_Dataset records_
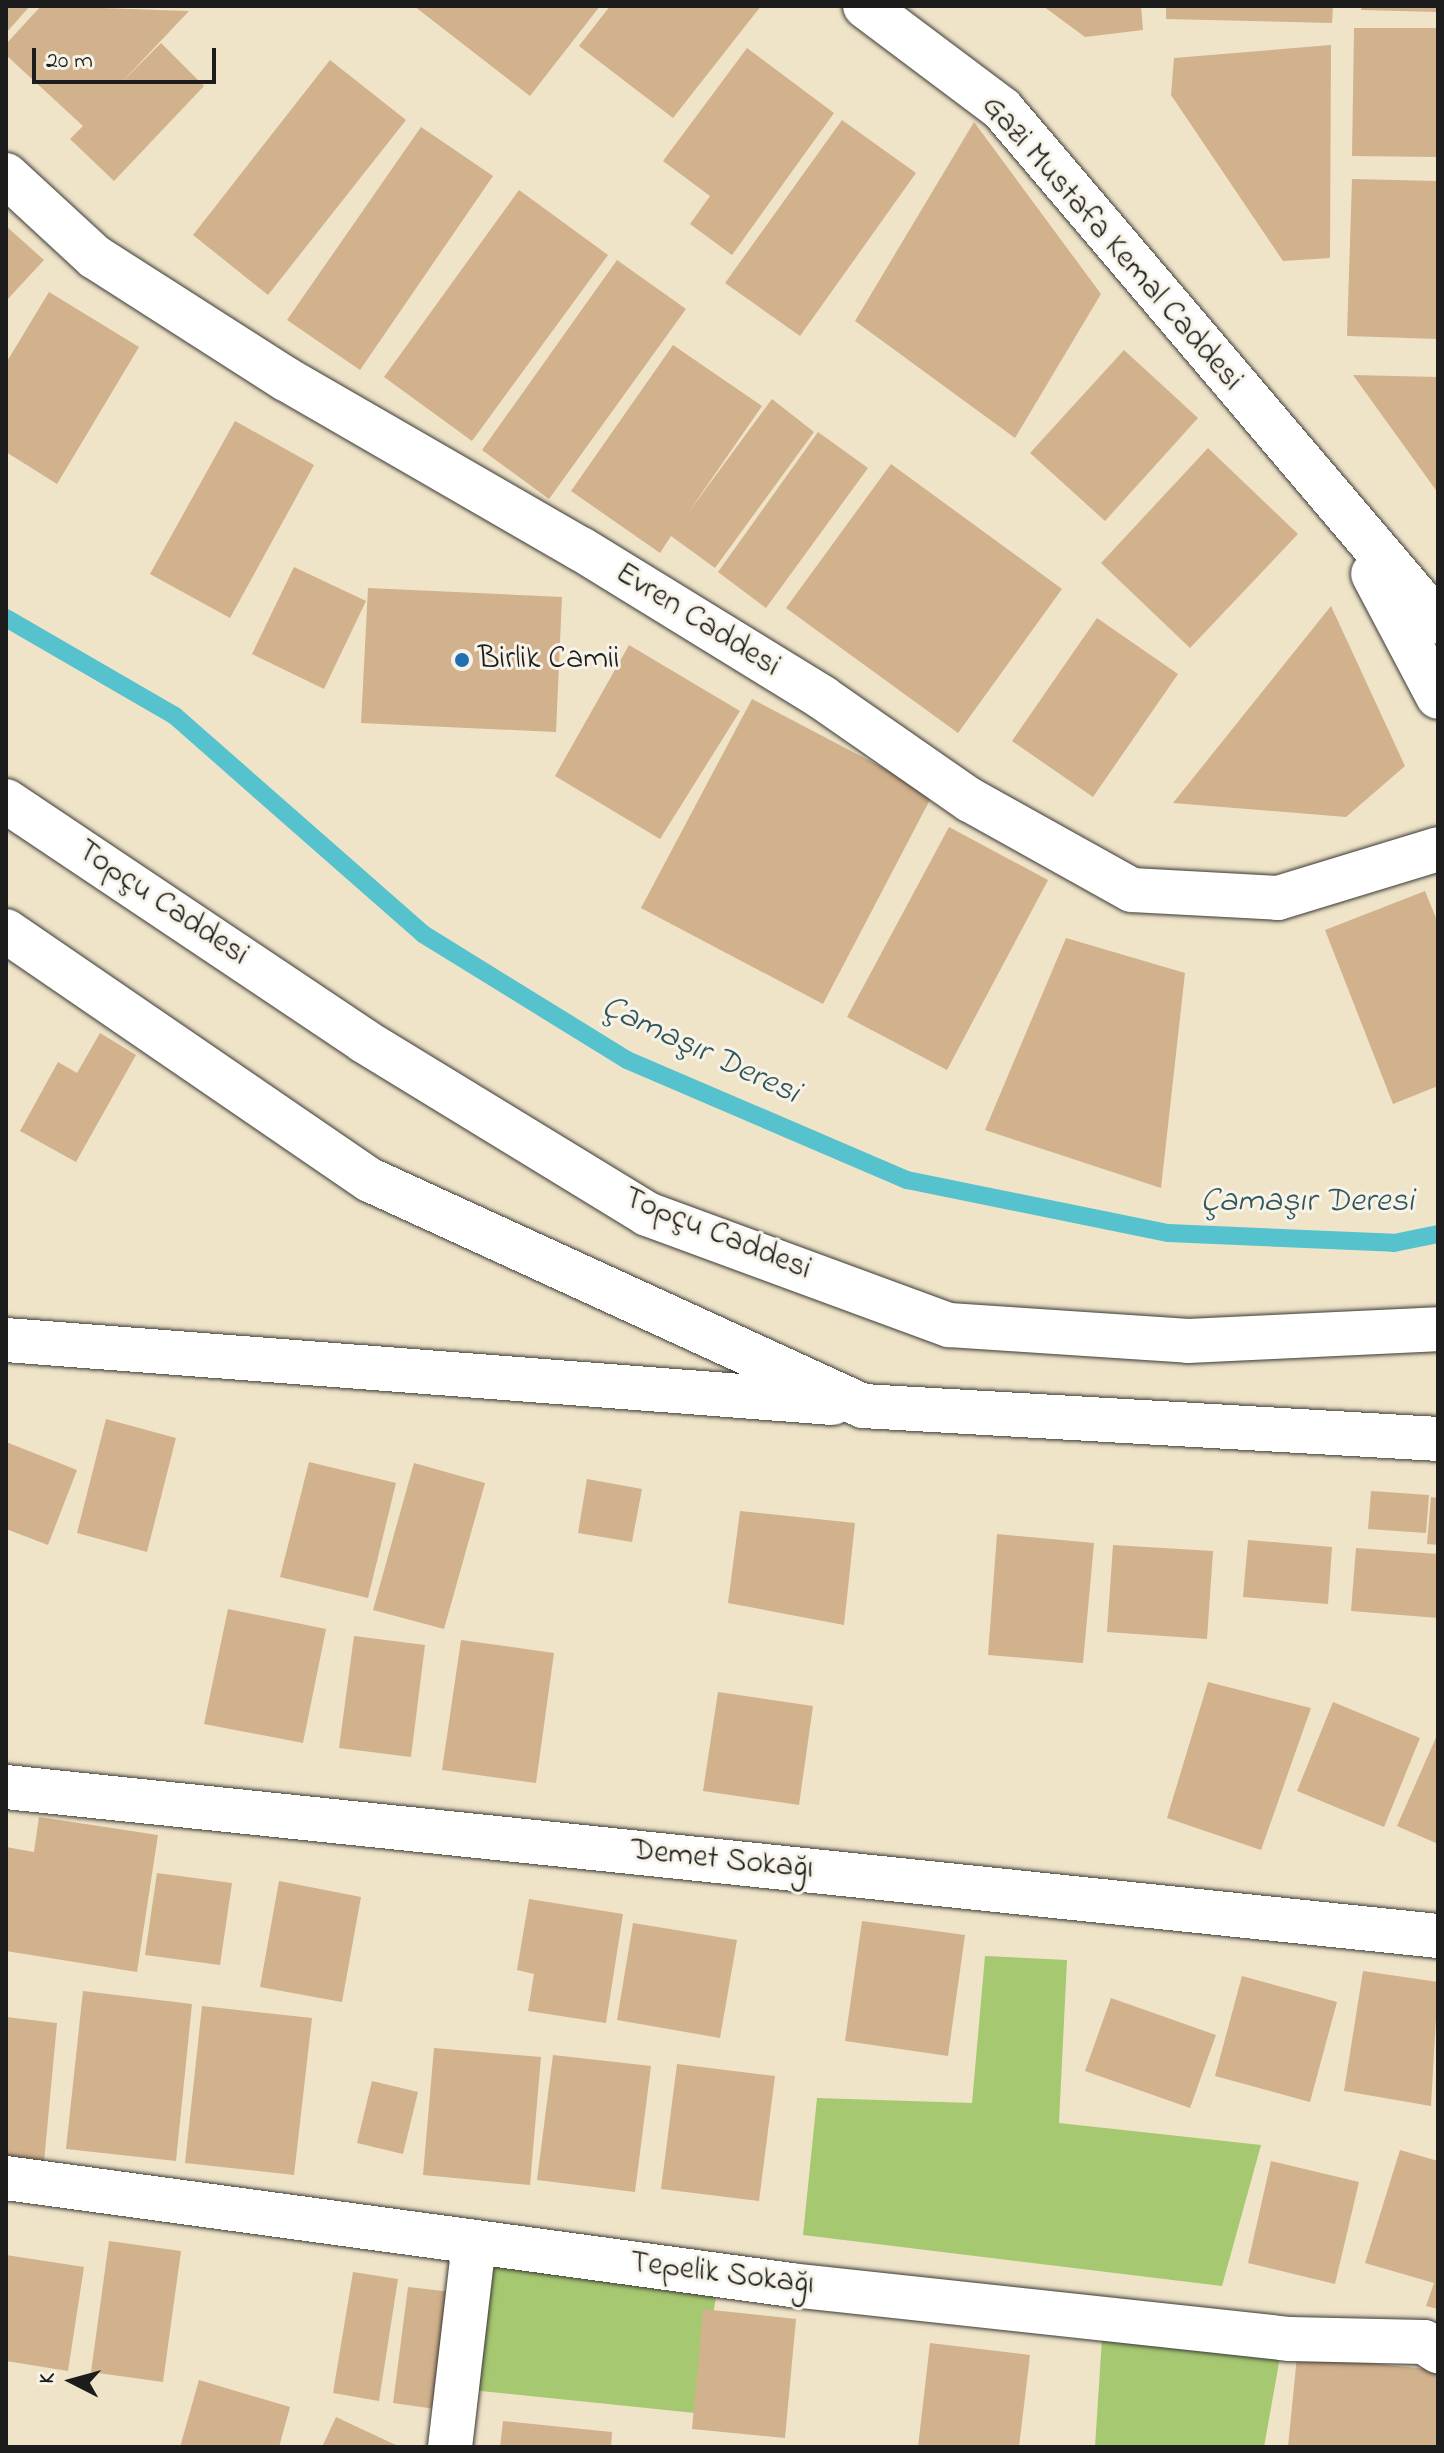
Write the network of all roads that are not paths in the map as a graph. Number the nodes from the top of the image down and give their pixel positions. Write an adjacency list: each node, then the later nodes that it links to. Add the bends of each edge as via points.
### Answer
1 (865, 6): 3 (street, Gazi Mustafa Kemal Caddesi, via 1002,109)
2 (6, 175): 7 (street, Evren Caddesi, via 95,257 286,379 581,549 970,800 1132,890 1278,898)
3 (1336, 505): 4 (street, Gazi Mustafa Kemal Caddesi); 5 (street, Gazi Mustafa Kemal Caddesi)
4 (1438, 622)
5 (1438, 697)
6 (6, 801): 11 (street, Topçu Caddesi, via 364,1041 661,1219 949,1325 1188,1341)
7 (1438, 849)
8 (6, 931): 10 (street)
9 (6, 969): 10 (street)
10 (87, 990): 13 (street, via 370,1180)
11 (1438, 1329)
12 (6, 1340): 13 (street)
13 (863, 1406): 14 (street)
14 (1438, 1439)
15 (6, 1787): 16 (street, Demet Sokağı)
16 (1438, 1936)
17 (6, 2178): 18 (street, Tepelik Sokağı)
18 (474, 2242): 19 (street, Tepelik Sokağı, via 791,2285 1290,2339 1424,2342); 20 (street)
19 (1438, 2351)
20 (450, 2447)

_Work to complete_
Please restate each entry exactly, but drop any picture it holds.

_Answer to the exercise_
Write the network of all roads that are not paths in the map as a graph. Number the nodes from the top of the image down and give their pixel positions. Write an adjacency list: each node, then the later nodes that it links to. Add the bends of each edge as via points.
### Answer
1 (865, 6): 3 (street, Gazi Mustafa Kemal Caddesi, via 1002,109)
2 (6, 175): 7 (street, Evren Caddesi, via 95,257 286,379 581,549 970,800 1132,890 1278,898)
3 (1336, 505): 4 (street, Gazi Mustafa Kemal Caddesi); 5 (street, Gazi Mustafa Kemal Caddesi)
4 (1438, 622)
5 (1438, 697)
6 (6, 801): 11 (street, Topçu Caddesi, via 364,1041 661,1219 949,1325 1188,1341)
7 (1438, 849)
8 (6, 931): 10 (street)
9 (6, 969): 10 (street)
10 (87, 990): 13 (street, via 370,1180)
11 (1438, 1329)
12 (6, 1340): 13 (street)
13 (863, 1406): 14 (street)
14 (1438, 1439)
15 (6, 1787): 16 (street, Demet Sokağı)
16 (1438, 1936)
17 (6, 2178): 18 (street, Tepelik Sokağı)
18 (474, 2242): 19 (street, Tepelik Sokağı, via 791,2285 1290,2339 1424,2342); 20 (street)
19 (1438, 2351)
20 (450, 2447)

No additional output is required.